▶ What to do:
Reply only with how many lines below contain "main".

▶ Data supplied:
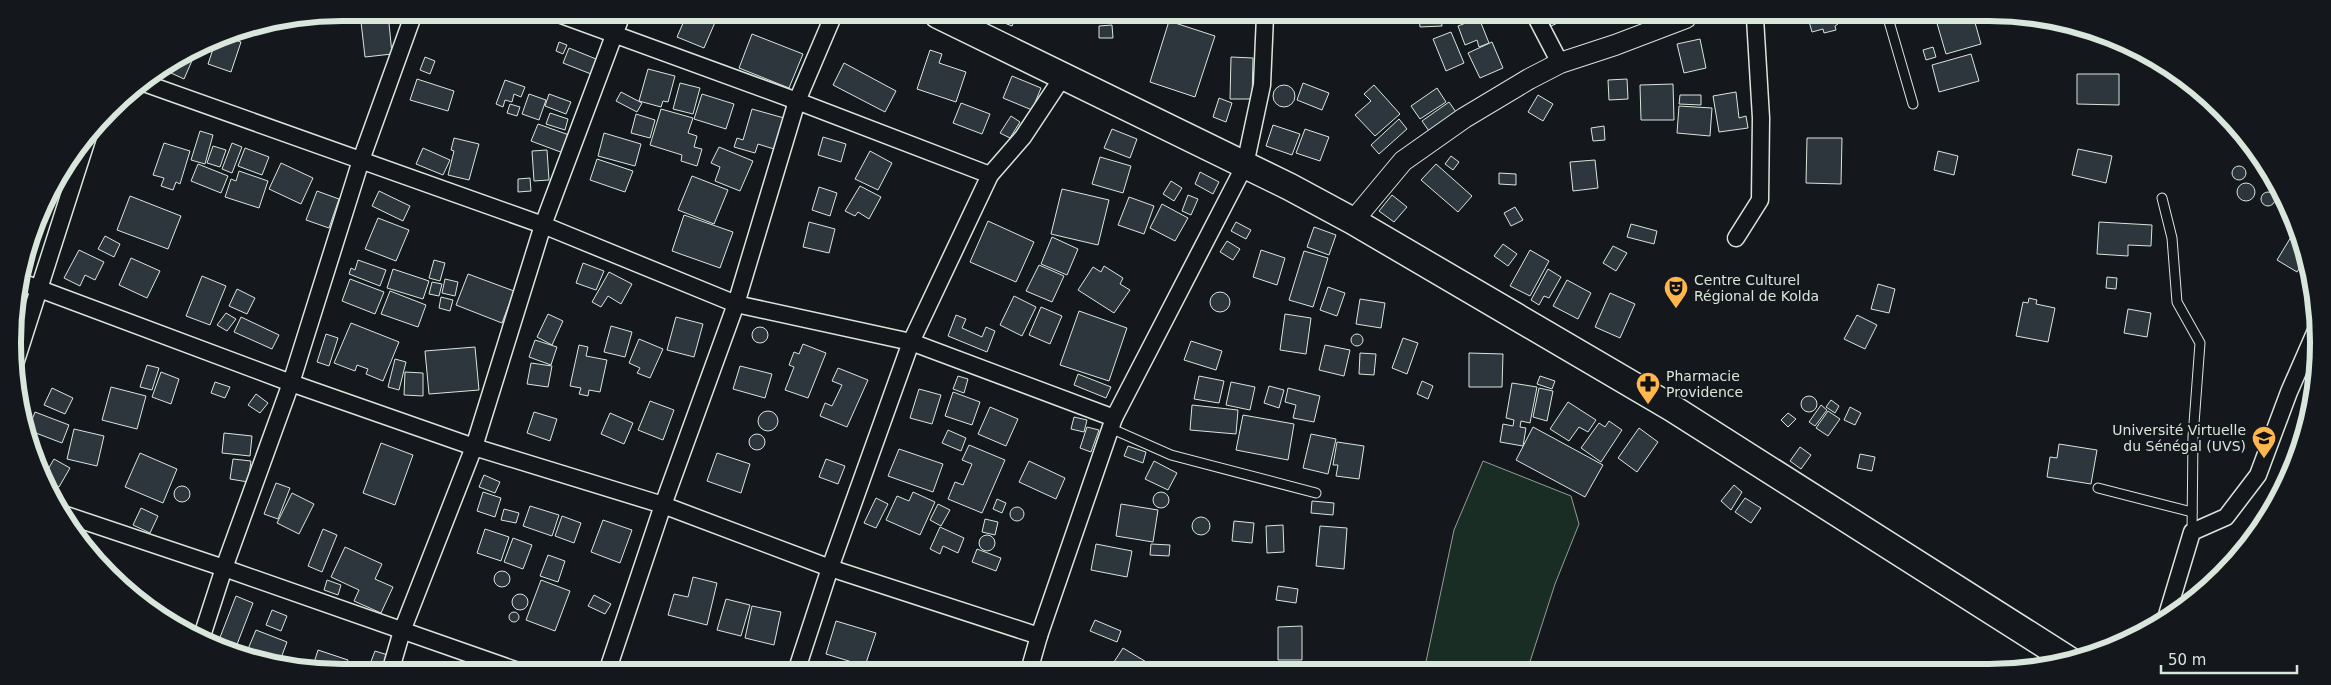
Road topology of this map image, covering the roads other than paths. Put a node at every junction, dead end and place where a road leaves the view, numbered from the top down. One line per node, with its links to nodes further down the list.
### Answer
1 (411, 21): 18 (street)
2 (578, 21): 11 (street)
3 (619, 21): 11 (street)
4 (831, 21): 15 (street)
5 (951, 21): 13 (main road)
6 (1265, 21): 19 (street)
7 (1538, 21): 12 (street)
8 (1671, 21): 12 (street)
9 (1755, 21): 24 (street)
10 (1889, 21): 16 (lane)
11 (614, 34): 15 (street); 23 (street)
12 (1560, 64): 22 (street)
13 (1064, 75): 19 (main road); 20 (street)
14 (151, 85): 18 (street)
15 (797, 100): 20 (street); 27 (street)
16 (1913, 104)
17 (82, 154): 26 (street)
18 (361, 160): 23 (street); 31 (street)
19 (1245, 165): 22 (main road); 32 (street)
20 (990, 175): 28 (street)
21 (2162, 198): 37 (lane)
22 (1352, 221): 46 (main road)
23 (543, 224): 27 (street); 33 (street)
24 (1736, 238)
25 (26, 284): 26 (street)
26 (40, 290): 30 (street); 31 (street)
27 (736, 304): 28 (street); 36 (street)
28 (911, 342): 32 (street); 41 (street)
29 (2310, 344): 39 (street)
30 (21, 346)
31 (291, 383): 33 (street); 40 (street)
32 (1112, 423): 35 (lane); 45 (street)
33 (474, 447): 36 (street); 43 (street)
34 (2098, 488): 37 (lane)
35 (1316, 493)
36 (663, 505): 41 (street); 49 (street)
37 (2192, 512): 39 (lane)
38 (73, 517): 40 (street)
39 (2192, 532): 42 (street)
40 (224, 568): 43 (street); 44 (street)
41 (830, 568): 45 (street); 50 (street)
42 (2169, 609)
43 (402, 631): 47 (street); 48 (street)
44 (203, 632)
45 (1039, 636): 51 (street)
46 (2062, 655)
47 (392, 664)
48 (498, 664)
49 (610, 664)
50 (799, 664)
51 (1031, 664)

▶ Answer space:
4